======== Extracted information
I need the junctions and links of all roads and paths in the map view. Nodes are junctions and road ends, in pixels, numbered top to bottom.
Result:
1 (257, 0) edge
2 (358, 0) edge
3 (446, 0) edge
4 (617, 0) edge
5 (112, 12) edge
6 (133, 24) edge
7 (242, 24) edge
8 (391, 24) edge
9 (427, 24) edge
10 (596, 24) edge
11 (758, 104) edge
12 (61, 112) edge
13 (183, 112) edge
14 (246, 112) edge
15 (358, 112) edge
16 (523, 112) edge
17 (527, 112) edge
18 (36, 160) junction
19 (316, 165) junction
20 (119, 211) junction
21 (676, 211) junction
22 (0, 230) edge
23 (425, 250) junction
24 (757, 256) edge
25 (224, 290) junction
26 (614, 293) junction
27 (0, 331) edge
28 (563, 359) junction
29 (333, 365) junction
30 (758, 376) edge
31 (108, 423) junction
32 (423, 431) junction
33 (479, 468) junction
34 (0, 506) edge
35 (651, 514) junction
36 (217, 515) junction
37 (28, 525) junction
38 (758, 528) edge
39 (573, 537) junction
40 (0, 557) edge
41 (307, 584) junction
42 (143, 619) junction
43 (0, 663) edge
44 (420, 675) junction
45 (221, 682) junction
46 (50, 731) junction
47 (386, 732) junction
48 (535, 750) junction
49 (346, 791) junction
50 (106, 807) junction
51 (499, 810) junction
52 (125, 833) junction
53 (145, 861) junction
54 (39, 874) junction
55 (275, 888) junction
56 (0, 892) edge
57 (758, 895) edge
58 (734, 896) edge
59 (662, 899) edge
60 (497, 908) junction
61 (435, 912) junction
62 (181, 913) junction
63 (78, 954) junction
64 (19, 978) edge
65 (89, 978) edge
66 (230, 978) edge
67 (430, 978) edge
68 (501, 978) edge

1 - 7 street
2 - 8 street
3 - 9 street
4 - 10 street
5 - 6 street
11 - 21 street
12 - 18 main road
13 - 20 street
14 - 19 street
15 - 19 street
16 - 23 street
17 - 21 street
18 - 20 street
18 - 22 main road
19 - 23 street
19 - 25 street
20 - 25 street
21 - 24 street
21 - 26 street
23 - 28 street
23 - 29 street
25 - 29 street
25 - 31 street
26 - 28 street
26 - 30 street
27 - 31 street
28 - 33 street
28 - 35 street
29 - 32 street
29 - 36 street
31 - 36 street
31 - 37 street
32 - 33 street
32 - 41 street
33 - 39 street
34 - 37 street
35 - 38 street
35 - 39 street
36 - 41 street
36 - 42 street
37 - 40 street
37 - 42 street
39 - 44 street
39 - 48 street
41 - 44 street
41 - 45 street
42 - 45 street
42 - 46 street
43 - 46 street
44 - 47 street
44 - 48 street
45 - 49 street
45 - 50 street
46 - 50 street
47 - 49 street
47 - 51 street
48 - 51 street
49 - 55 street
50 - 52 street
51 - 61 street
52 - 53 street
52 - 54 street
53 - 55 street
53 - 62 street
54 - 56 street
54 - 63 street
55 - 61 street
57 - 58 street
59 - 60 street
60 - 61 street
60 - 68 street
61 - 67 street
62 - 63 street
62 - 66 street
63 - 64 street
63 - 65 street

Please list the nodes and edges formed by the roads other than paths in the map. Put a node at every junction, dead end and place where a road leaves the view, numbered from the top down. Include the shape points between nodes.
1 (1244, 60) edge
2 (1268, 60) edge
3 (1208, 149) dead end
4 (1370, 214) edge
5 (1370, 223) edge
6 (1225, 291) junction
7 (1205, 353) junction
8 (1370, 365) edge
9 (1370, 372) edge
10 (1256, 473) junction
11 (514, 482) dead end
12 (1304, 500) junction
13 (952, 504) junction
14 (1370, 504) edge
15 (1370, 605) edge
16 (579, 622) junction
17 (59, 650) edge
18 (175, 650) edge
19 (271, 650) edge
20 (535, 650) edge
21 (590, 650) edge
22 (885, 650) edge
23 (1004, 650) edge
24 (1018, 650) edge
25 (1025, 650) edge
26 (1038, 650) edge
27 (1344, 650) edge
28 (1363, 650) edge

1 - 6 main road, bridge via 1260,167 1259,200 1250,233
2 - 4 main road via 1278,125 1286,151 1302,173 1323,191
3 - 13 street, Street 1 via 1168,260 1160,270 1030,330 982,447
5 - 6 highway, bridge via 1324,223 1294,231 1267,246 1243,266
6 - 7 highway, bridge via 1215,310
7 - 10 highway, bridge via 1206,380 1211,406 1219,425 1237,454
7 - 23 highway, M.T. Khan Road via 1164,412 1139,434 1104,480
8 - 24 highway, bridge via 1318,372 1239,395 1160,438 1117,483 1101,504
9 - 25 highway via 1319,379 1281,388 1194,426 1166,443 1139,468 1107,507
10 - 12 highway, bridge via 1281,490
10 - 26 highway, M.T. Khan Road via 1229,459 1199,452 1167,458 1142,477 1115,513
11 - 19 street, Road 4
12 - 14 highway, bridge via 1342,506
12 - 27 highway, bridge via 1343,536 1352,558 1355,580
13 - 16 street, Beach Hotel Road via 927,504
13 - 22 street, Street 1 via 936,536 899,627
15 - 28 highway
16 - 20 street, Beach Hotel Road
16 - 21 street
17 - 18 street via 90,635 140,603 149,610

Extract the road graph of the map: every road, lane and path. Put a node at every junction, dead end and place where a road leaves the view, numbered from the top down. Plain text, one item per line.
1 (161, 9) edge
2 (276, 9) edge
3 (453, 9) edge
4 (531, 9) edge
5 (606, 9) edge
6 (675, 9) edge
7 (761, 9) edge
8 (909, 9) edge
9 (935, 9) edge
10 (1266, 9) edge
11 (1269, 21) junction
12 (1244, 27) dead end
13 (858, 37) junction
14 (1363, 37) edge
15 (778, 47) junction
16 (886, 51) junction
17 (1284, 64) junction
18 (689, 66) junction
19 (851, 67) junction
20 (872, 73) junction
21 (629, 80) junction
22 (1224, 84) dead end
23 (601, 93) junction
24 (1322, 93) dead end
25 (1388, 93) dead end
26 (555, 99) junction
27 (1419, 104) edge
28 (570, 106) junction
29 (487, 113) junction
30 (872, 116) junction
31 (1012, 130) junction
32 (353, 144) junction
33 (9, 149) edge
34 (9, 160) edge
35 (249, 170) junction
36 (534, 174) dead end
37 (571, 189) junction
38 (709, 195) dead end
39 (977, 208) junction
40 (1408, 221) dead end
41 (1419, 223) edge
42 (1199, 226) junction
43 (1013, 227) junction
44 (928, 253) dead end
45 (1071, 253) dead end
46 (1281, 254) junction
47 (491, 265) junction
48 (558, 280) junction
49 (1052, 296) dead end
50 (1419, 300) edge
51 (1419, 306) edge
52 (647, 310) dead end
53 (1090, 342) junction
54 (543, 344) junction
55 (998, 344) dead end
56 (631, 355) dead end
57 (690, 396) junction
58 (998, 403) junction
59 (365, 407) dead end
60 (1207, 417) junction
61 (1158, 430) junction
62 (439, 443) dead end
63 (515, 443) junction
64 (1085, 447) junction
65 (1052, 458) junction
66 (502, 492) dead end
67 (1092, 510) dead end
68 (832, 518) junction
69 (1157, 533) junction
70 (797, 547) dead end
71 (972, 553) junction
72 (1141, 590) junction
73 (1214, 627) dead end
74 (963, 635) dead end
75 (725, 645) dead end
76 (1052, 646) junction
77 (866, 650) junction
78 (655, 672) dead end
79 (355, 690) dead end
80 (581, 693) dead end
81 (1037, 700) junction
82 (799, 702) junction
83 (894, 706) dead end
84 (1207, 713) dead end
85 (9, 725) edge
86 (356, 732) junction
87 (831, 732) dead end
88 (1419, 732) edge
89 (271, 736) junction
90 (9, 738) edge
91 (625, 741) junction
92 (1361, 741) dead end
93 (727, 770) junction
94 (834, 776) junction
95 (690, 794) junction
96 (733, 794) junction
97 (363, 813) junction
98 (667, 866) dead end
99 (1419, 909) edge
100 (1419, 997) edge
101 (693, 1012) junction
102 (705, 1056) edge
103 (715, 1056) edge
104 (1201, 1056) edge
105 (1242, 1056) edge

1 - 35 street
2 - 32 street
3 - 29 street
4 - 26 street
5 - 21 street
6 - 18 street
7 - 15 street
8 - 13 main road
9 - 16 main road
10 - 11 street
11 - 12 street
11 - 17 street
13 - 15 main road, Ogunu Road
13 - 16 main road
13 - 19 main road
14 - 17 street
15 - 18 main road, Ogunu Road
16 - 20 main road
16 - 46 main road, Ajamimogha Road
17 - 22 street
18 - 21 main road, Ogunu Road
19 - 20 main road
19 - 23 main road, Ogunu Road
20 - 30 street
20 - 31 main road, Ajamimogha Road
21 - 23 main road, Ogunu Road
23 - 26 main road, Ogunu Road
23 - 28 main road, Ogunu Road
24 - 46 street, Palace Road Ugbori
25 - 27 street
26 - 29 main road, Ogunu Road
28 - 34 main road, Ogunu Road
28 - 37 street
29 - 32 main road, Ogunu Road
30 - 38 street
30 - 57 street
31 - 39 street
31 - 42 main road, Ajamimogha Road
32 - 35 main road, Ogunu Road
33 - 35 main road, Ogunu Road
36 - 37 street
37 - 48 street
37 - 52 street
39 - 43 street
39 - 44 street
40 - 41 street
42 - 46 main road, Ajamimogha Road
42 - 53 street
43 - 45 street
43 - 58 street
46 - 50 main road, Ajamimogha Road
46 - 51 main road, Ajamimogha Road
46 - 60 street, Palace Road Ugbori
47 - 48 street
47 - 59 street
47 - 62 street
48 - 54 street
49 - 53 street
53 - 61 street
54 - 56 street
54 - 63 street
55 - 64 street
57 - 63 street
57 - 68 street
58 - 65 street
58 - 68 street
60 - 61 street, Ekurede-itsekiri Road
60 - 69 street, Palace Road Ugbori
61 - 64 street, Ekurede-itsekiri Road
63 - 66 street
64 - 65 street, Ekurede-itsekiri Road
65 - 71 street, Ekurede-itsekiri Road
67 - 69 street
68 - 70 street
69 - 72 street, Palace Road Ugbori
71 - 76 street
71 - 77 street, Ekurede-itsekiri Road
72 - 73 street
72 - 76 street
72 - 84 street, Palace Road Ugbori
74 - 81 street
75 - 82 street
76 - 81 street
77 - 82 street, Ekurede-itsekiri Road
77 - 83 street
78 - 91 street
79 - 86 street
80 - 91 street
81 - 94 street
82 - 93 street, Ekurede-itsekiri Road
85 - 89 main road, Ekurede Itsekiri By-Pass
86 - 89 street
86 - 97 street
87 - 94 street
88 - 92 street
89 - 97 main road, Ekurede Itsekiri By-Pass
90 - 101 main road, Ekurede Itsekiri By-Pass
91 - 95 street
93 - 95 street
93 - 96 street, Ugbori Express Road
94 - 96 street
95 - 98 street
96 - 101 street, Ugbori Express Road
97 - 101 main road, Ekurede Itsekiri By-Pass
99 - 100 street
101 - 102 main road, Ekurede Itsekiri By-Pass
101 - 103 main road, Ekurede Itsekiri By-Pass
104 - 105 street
================
Activity:
Working through the entries line by line, count those containing "down" and report only the number.

Your solution:
2